If a record contains a picture, leave the picture out and copy everything else exactly.
++++++++
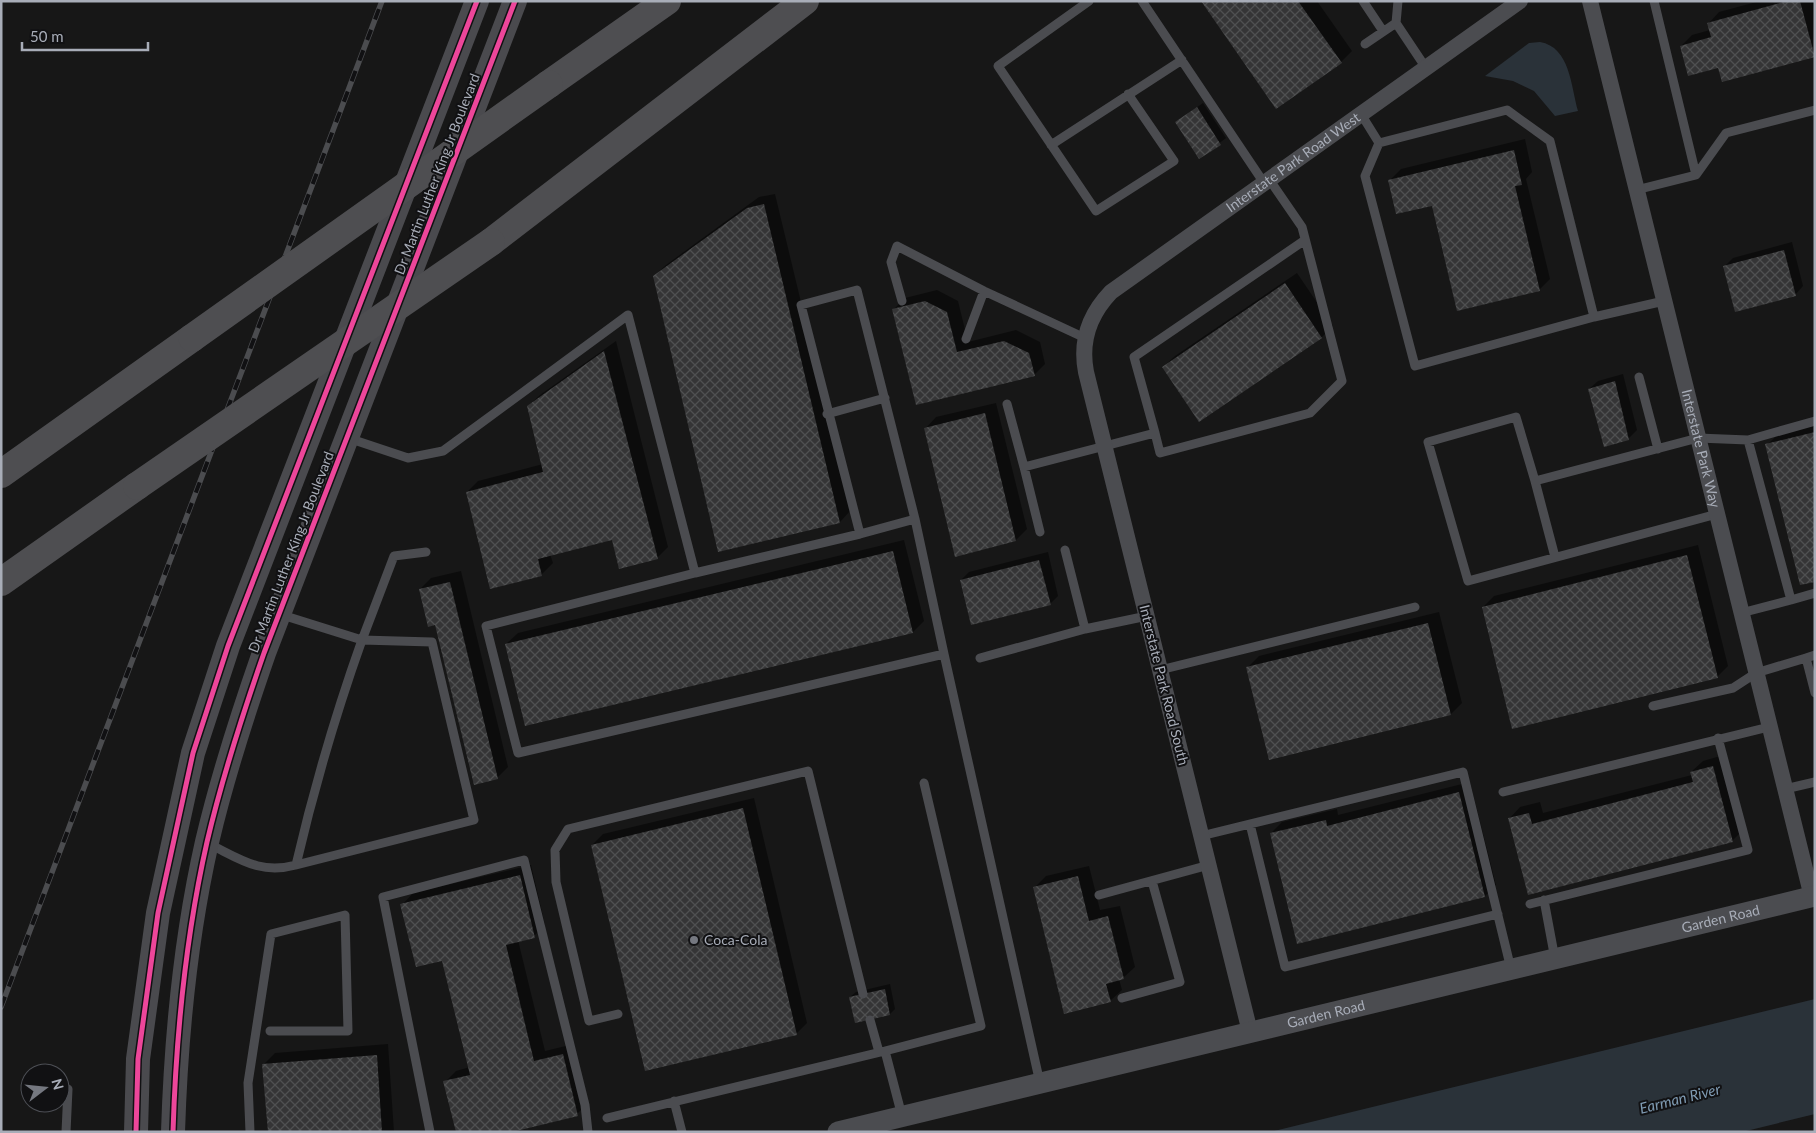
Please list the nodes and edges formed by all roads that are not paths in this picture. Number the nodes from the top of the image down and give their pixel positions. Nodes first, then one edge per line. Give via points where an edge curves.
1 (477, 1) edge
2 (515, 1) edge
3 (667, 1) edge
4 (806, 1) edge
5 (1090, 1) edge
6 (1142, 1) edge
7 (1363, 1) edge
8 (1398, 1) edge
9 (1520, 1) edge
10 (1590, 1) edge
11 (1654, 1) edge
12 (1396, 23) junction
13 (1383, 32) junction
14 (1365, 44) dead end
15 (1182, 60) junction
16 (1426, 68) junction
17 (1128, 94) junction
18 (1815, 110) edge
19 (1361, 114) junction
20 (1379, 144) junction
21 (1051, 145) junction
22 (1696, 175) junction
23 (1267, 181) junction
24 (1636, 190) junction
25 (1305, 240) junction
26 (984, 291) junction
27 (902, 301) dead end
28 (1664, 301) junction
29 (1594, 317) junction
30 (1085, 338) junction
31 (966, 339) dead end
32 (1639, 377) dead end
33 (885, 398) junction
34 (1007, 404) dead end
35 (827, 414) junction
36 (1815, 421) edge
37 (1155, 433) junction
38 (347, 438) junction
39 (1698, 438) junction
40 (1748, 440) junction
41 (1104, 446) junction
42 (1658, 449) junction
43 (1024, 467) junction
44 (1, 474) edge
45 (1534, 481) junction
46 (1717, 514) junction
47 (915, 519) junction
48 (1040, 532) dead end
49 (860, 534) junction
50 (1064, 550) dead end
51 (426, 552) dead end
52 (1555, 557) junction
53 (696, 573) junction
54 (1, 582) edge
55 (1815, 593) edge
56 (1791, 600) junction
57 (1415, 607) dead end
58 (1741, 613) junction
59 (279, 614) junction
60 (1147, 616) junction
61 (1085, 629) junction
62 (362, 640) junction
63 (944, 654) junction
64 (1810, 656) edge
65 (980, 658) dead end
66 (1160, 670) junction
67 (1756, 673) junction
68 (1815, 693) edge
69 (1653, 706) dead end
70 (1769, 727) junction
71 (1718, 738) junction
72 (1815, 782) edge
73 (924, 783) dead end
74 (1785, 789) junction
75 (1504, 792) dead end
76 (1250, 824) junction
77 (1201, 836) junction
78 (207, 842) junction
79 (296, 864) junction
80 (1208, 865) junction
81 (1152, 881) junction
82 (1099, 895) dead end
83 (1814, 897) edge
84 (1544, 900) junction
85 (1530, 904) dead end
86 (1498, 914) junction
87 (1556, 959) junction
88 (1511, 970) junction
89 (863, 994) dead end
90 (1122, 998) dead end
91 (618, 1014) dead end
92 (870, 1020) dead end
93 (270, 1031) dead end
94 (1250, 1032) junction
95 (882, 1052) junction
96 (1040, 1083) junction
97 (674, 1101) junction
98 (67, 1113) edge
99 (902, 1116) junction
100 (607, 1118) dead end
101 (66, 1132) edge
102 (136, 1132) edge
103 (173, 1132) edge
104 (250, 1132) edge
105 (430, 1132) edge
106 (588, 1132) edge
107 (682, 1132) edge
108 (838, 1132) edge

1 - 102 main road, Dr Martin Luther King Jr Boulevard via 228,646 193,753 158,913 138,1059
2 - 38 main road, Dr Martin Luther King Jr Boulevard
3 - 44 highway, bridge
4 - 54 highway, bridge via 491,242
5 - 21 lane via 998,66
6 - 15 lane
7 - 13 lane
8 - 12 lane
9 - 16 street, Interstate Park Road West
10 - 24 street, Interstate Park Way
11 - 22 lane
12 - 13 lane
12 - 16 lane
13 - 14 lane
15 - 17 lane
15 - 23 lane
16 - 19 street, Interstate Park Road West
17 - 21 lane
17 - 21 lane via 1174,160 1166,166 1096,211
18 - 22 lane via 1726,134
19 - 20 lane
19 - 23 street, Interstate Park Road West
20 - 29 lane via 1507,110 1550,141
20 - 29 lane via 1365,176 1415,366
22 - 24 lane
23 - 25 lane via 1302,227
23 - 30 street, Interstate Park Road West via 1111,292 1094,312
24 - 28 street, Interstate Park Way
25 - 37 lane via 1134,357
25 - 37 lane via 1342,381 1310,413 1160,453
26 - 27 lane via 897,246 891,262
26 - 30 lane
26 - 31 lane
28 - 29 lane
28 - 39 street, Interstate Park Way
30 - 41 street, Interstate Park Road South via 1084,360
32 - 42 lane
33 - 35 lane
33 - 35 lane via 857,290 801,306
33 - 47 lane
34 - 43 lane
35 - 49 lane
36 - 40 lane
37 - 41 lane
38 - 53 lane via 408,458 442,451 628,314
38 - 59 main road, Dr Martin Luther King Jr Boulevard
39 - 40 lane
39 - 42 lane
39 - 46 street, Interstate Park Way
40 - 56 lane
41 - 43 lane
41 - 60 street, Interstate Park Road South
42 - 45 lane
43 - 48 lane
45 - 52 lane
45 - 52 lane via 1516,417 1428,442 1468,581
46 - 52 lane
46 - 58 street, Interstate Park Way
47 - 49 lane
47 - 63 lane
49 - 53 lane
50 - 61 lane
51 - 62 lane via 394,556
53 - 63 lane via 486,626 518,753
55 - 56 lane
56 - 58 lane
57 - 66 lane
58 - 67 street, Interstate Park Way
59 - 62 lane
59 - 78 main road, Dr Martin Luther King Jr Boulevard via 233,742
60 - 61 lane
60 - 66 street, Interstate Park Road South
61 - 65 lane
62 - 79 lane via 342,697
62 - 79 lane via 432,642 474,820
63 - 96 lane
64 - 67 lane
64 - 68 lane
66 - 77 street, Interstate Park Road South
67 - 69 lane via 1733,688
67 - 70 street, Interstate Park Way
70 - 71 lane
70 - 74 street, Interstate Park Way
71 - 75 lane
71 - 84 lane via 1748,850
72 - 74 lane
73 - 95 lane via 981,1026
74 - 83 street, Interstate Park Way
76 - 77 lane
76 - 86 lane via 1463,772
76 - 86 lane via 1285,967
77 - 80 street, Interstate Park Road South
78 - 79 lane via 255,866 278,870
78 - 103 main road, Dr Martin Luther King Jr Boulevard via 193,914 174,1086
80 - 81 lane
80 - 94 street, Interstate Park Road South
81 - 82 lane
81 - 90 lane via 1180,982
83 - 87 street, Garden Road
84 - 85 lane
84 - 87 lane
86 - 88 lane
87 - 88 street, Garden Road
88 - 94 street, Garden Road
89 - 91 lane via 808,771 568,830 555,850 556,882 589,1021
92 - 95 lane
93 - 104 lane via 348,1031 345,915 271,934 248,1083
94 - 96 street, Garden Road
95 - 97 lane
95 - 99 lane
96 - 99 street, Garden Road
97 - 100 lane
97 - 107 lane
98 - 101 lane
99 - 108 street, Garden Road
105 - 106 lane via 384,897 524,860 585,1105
++++++++
TASK RESPONSE.
Please list the nodes and edges formed by all roads that are not paths in this picture. Number the nodes from the top of the image down and give their pixel positions. Nodes first, then one edge per line. Give via points where an edge curves.
1 (477, 1) edge
2 (515, 1) edge
3 (667, 1) edge
4 (806, 1) edge
5 (1090, 1) edge
6 (1142, 1) edge
7 (1363, 1) edge
8 (1398, 1) edge
9 (1520, 1) edge
10 (1590, 1) edge
11 (1654, 1) edge
12 (1396, 23) junction
13 (1383, 32) junction
14 (1365, 44) dead end
15 (1182, 60) junction
16 (1426, 68) junction
17 (1128, 94) junction
18 (1815, 110) edge
19 (1361, 114) junction
20 (1379, 144) junction
21 (1051, 145) junction
22 (1696, 175) junction
23 (1267, 181) junction
24 (1636, 190) junction
25 (1305, 240) junction
26 (984, 291) junction
27 (902, 301) dead end
28 (1664, 301) junction
29 (1594, 317) junction
30 (1085, 338) junction
31 (966, 339) dead end
32 (1639, 377) dead end
33 (885, 398) junction
34 (1007, 404) dead end
35 (827, 414) junction
36 (1815, 421) edge
37 (1155, 433) junction
38 (347, 438) junction
39 (1698, 438) junction
40 (1748, 440) junction
41 (1104, 446) junction
42 (1658, 449) junction
43 (1024, 467) junction
44 (1, 474) edge
45 (1534, 481) junction
46 (1717, 514) junction
47 (915, 519) junction
48 (1040, 532) dead end
49 (860, 534) junction
50 (1064, 550) dead end
51 (426, 552) dead end
52 (1555, 557) junction
53 (696, 573) junction
54 (1, 582) edge
55 (1815, 593) edge
56 (1791, 600) junction
57 (1415, 607) dead end
58 (1741, 613) junction
59 (279, 614) junction
60 (1147, 616) junction
61 (1085, 629) junction
62 (362, 640) junction
63 (944, 654) junction
64 (1810, 656) edge
65 (980, 658) dead end
66 (1160, 670) junction
67 (1756, 673) junction
68 (1815, 693) edge
69 (1653, 706) dead end
70 (1769, 727) junction
71 (1718, 738) junction
72 (1815, 782) edge
73 (924, 783) dead end
74 (1785, 789) junction
75 (1504, 792) dead end
76 (1250, 824) junction
77 (1201, 836) junction
78 (207, 842) junction
79 (296, 864) junction
80 (1208, 865) junction
81 (1152, 881) junction
82 (1099, 895) dead end
83 (1814, 897) edge
84 (1544, 900) junction
85 (1530, 904) dead end
86 (1498, 914) junction
87 (1556, 959) junction
88 (1511, 970) junction
89 (863, 994) dead end
90 (1122, 998) dead end
91 (618, 1014) dead end
92 (870, 1020) dead end
93 (270, 1031) dead end
94 (1250, 1032) junction
95 (882, 1052) junction
96 (1040, 1083) junction
97 (674, 1101) junction
98 (67, 1113) edge
99 (902, 1116) junction
100 (607, 1118) dead end
101 (66, 1132) edge
102 (136, 1132) edge
103 (173, 1132) edge
104 (250, 1132) edge
105 (430, 1132) edge
106 (588, 1132) edge
107 (682, 1132) edge
108 (838, 1132) edge

1 - 102 main road, Dr Martin Luther King Jr Boulevard via 228,646 193,753 158,913 138,1059
2 - 38 main road, Dr Martin Luther King Jr Boulevard
3 - 44 highway, bridge
4 - 54 highway, bridge via 491,242
5 - 21 lane via 998,66
6 - 15 lane
7 - 13 lane
8 - 12 lane
9 - 16 street, Interstate Park Road West
10 - 24 street, Interstate Park Way
11 - 22 lane
12 - 13 lane
12 - 16 lane
13 - 14 lane
15 - 17 lane
15 - 23 lane
16 - 19 street, Interstate Park Road West
17 - 21 lane
17 - 21 lane via 1174,160 1166,166 1096,211
18 - 22 lane via 1726,134
19 - 20 lane
19 - 23 street, Interstate Park Road West
20 - 29 lane via 1507,110 1550,141
20 - 29 lane via 1365,176 1415,366
22 - 24 lane
23 - 25 lane via 1302,227
23 - 30 street, Interstate Park Road West via 1111,292 1094,312
24 - 28 street, Interstate Park Way
25 - 37 lane via 1134,357
25 - 37 lane via 1342,381 1310,413 1160,453
26 - 27 lane via 897,246 891,262
26 - 30 lane
26 - 31 lane
28 - 29 lane
28 - 39 street, Interstate Park Way
30 - 41 street, Interstate Park Road South via 1084,360
32 - 42 lane
33 - 35 lane
33 - 35 lane via 857,290 801,306
33 - 47 lane
34 - 43 lane
35 - 49 lane
36 - 40 lane
37 - 41 lane
38 - 53 lane via 408,458 442,451 628,314
38 - 59 main road, Dr Martin Luther King Jr Boulevard
39 - 40 lane
39 - 42 lane
39 - 46 street, Interstate Park Way
40 - 56 lane
41 - 43 lane
41 - 60 street, Interstate Park Road South
42 - 45 lane
43 - 48 lane
45 - 52 lane
45 - 52 lane via 1516,417 1428,442 1468,581
46 - 52 lane
46 - 58 street, Interstate Park Way
47 - 49 lane
47 - 63 lane
49 - 53 lane
50 - 61 lane
51 - 62 lane via 394,556
53 - 63 lane via 486,626 518,753
55 - 56 lane
56 - 58 lane
57 - 66 lane
58 - 67 street, Interstate Park Way
59 - 62 lane
59 - 78 main road, Dr Martin Luther King Jr Boulevard via 233,742
60 - 61 lane
60 - 66 street, Interstate Park Road South
61 - 65 lane
62 - 79 lane via 342,697
62 - 79 lane via 432,642 474,820
63 - 96 lane
64 - 67 lane
64 - 68 lane
66 - 77 street, Interstate Park Road South
67 - 69 lane via 1733,688
67 - 70 street, Interstate Park Way
70 - 71 lane
70 - 74 street, Interstate Park Way
71 - 75 lane
71 - 84 lane via 1748,850
72 - 74 lane
73 - 95 lane via 981,1026
74 - 83 street, Interstate Park Way
76 - 77 lane
76 - 86 lane via 1463,772
76 - 86 lane via 1285,967
77 - 80 street, Interstate Park Road South
78 - 79 lane via 255,866 278,870
78 - 103 main road, Dr Martin Luther King Jr Boulevard via 193,914 174,1086
80 - 81 lane
80 - 94 street, Interstate Park Road South
81 - 82 lane
81 - 90 lane via 1180,982
83 - 87 street, Garden Road
84 - 85 lane
84 - 87 lane
86 - 88 lane
87 - 88 street, Garden Road
88 - 94 street, Garden Road
89 - 91 lane via 808,771 568,830 555,850 556,882 589,1021
92 - 95 lane
93 - 104 lane via 348,1031 345,915 271,934 248,1083
94 - 96 street, Garden Road
95 - 97 lane
95 - 99 lane
96 - 99 street, Garden Road
97 - 100 lane
97 - 107 lane
98 - 101 lane
99 - 108 street, Garden Road
105 - 106 lane via 384,897 524,860 585,1105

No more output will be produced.